Le gouvernement des États-Unis a restitué à Rodrigo Paz un héritage familial offert par son père, l'ancien président Jaime Paz Zamora (1989-1993), à George HW Bush en mai 1990 : un crucifix en filigrane d'or.
Cette année-là, les États-Unis ont promu une stratégie régionale de lutte contre le trafic de drogue, pour laquelle un sommet a eu lieu à Cartagena de Indias, auquel ont participé trois pays producteurs de feuilles de coca – la Colombie, le Pérou et la Bolivie – et qui a été suivi d'une visite du président bolivien de l'époque à son homologue américain à Washington.
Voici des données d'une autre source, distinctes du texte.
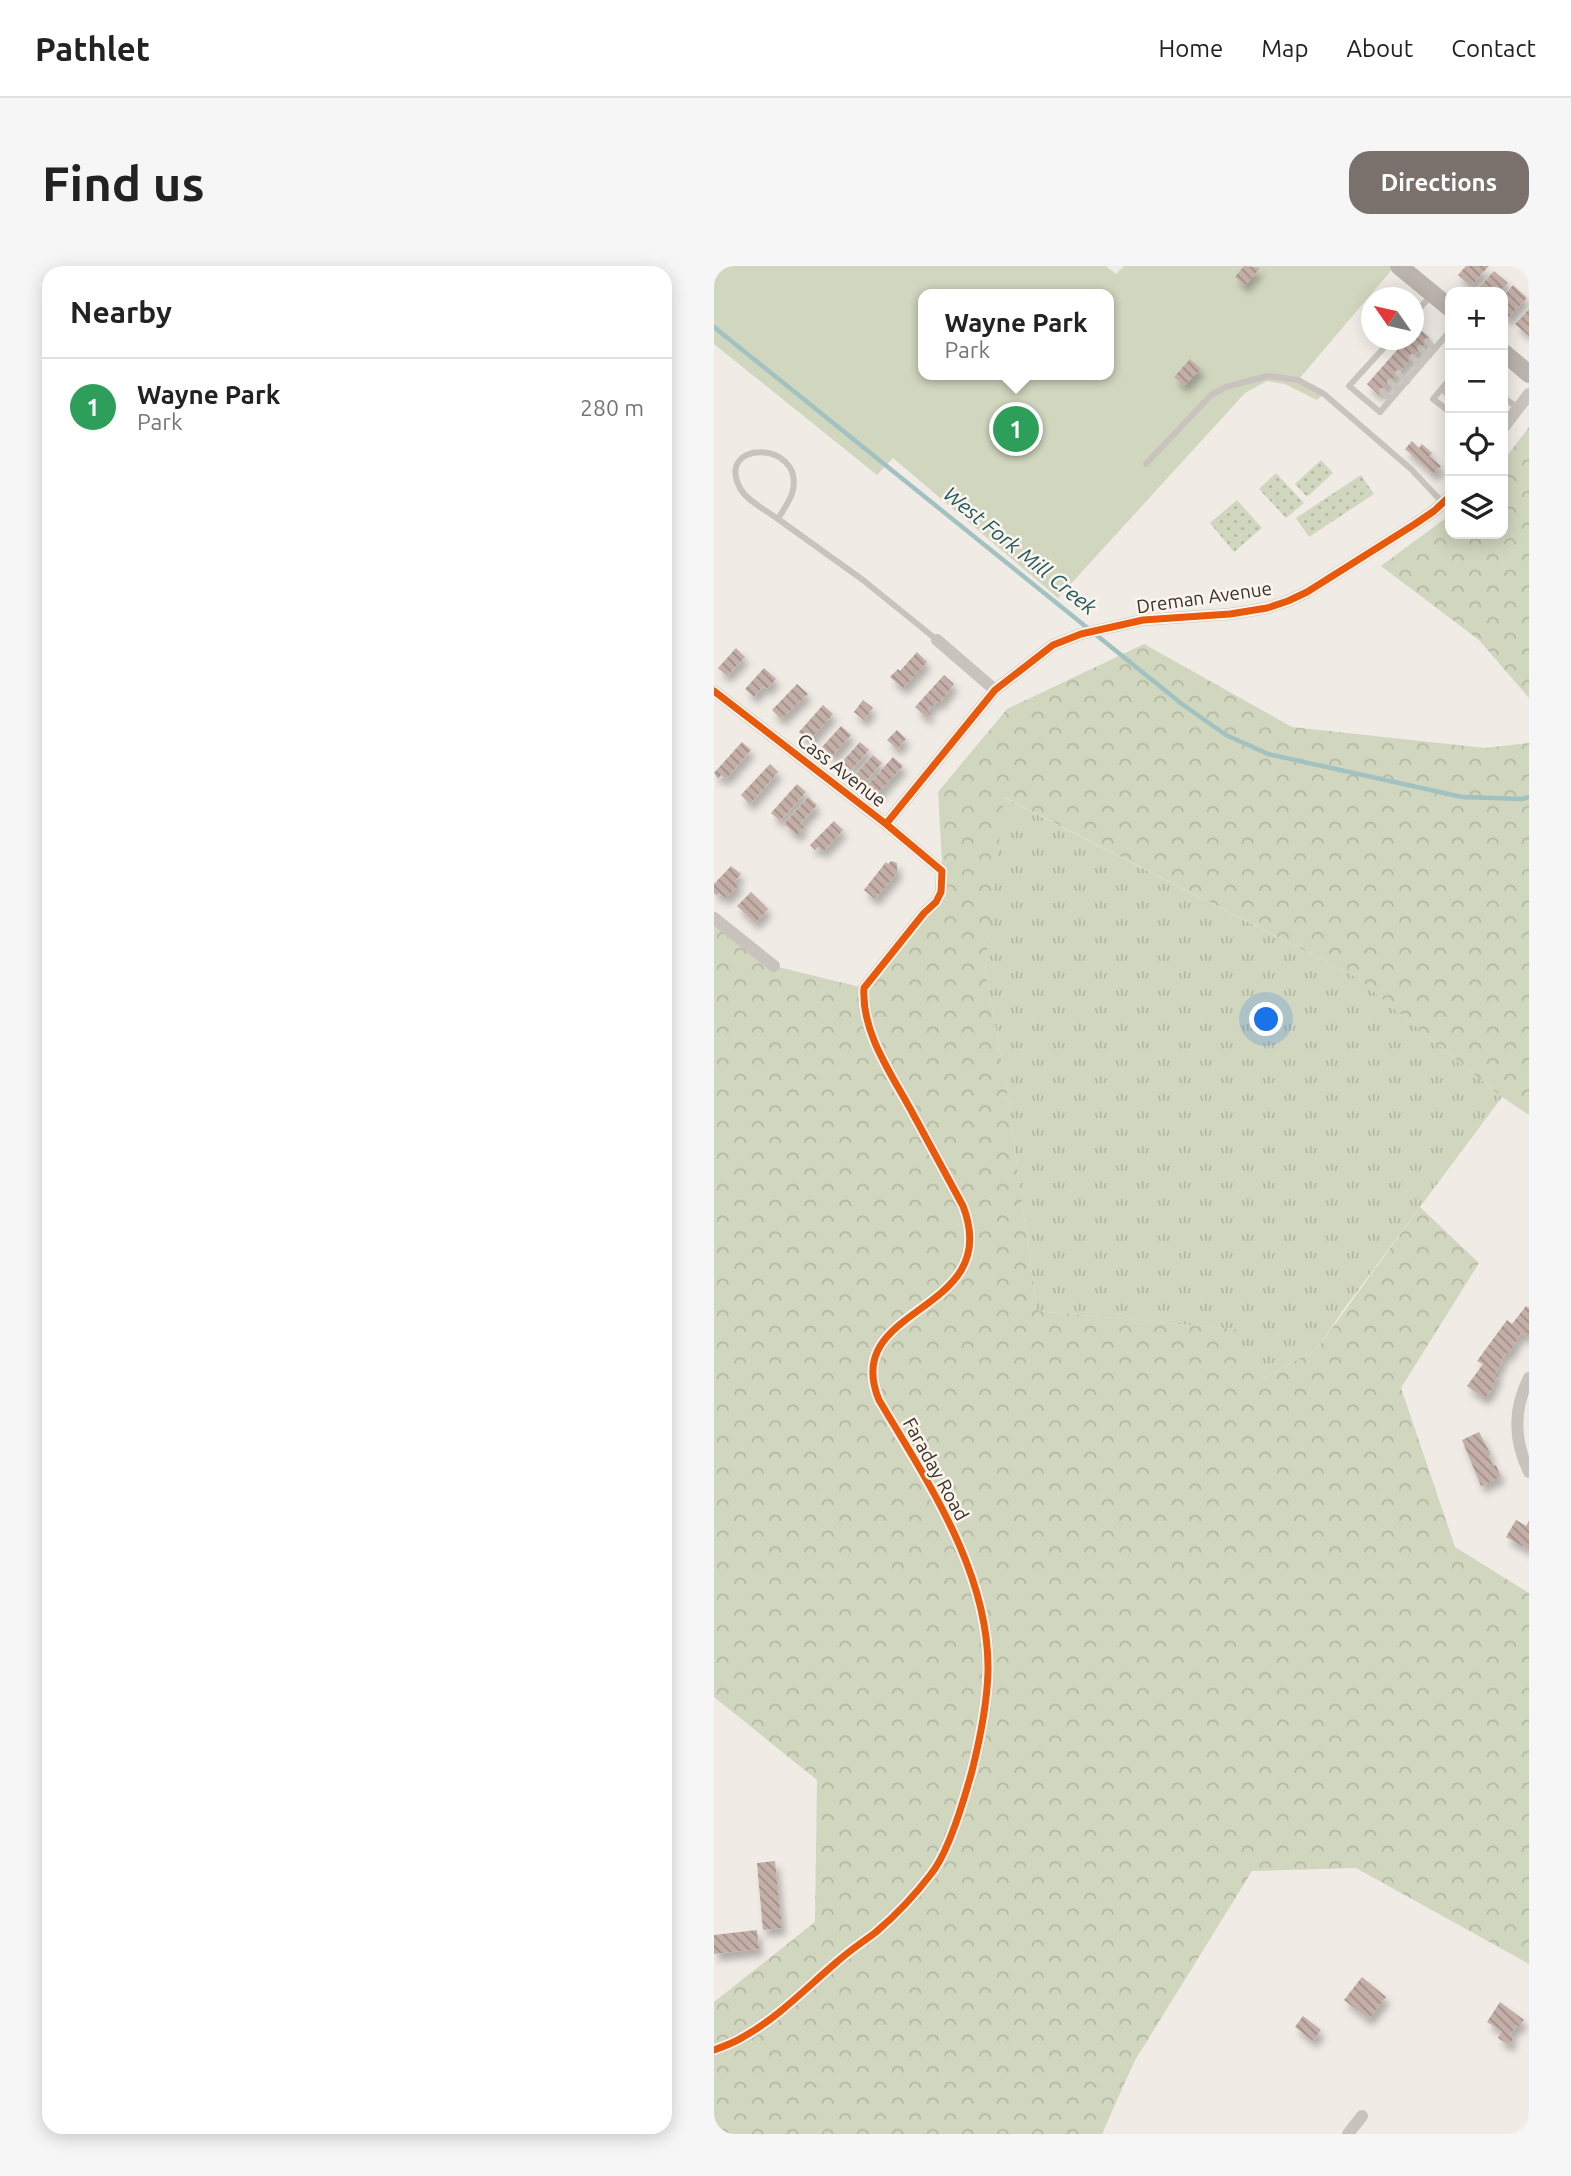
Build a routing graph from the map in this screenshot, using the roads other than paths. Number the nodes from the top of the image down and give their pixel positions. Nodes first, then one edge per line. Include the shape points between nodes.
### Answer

« Bush ne voulait pas recevoir le crucifix. Il m'a dit qu'il ne pouvait pas l'accepter en raison de sa valeur symbolique, mais j'ai insisté et il a finalement accepté », a déclaré Paz Zamora au portail d'information des années plus tard. Boussole numérique. « Mais à une condition : si l'un de mes fils était élu président, alors le crucifix reviendrait en Bolivie », a-t-il expliqué.
Quelques jours plus tard, Bush père a envoyé une note manuscrite au président bolivien de l'époque, promettant qu'il conserverait la relique « dans une place d'honneur très spéciale » dans sa bibliothèque et avec des instructions « pour qu'elle lui soit restituée lorsqu'un de ses fils obtiendrait la présidence », en référence aux deux fils que Paz Zamora avait à l'époque : Rodrigo et Jaime.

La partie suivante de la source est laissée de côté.